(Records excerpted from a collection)
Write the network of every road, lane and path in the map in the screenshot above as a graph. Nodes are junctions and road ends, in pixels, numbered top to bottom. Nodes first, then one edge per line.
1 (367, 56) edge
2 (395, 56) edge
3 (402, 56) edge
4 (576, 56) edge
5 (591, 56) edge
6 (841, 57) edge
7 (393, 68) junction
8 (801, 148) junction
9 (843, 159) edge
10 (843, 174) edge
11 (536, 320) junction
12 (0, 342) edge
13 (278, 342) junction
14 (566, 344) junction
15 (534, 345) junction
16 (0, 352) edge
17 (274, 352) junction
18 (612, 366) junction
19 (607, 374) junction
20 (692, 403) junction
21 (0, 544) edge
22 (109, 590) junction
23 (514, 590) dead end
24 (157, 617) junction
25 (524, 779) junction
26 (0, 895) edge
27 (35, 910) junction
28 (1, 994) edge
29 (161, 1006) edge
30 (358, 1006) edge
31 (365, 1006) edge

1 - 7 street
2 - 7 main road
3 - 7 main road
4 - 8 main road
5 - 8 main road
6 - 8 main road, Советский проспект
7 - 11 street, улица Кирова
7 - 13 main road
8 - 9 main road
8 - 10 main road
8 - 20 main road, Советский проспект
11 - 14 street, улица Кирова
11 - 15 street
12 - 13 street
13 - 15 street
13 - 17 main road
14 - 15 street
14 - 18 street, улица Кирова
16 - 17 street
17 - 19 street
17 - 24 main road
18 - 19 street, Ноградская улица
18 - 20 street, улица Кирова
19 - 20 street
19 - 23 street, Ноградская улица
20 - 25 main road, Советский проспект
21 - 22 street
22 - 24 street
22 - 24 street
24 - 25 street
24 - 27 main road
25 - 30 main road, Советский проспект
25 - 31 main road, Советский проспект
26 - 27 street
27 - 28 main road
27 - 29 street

# [About this task]
Could you output every record above exactly as written?

# [Answer for the task]
Write the network of every road, lane and path in the map in the screenshot above as a graph. Nodes are junctions and road ends, in pixels, numbered top to bottom. Nodes first, then one edge per line.
1 (367, 56) edge
2 (395, 56) edge
3 (402, 56) edge
4 (576, 56) edge
5 (591, 56) edge
6 (841, 57) edge
7 (393, 68) junction
8 (801, 148) junction
9 (843, 159) edge
10 (843, 174) edge
11 (536, 320) junction
12 (0, 342) edge
13 (278, 342) junction
14 (566, 344) junction
15 (534, 345) junction
16 (0, 352) edge
17 (274, 352) junction
18 (612, 366) junction
19 (607, 374) junction
20 (692, 403) junction
21 (0, 544) edge
22 (109, 590) junction
23 (514, 590) dead end
24 (157, 617) junction
25 (524, 779) junction
26 (0, 895) edge
27 (35, 910) junction
28 (1, 994) edge
29 (161, 1006) edge
30 (358, 1006) edge
31 (365, 1006) edge

1 - 7 street
2 - 7 main road
3 - 7 main road
4 - 8 main road
5 - 8 main road
6 - 8 main road, Советский проспект
7 - 11 street, улица Кирова
7 - 13 main road
8 - 9 main road
8 - 10 main road
8 - 20 main road, Советский проспект
11 - 14 street, улица Кирова
11 - 15 street
12 - 13 street
13 - 15 street
13 - 17 main road
14 - 15 street
14 - 18 street, улица Кирова
16 - 17 street
17 - 19 street
17 - 24 main road
18 - 19 street, Ноградская улица
18 - 20 street, улица Кирова
19 - 20 street
19 - 23 street, Ноградская улица
20 - 25 main road, Советский проспект
21 - 22 street
22 - 24 street
22 - 24 street
24 - 25 street
24 - 27 main road
25 - 30 main road, Советский проспект
25 - 31 main road, Советский проспект
26 - 27 street
27 - 28 main road
27 - 29 street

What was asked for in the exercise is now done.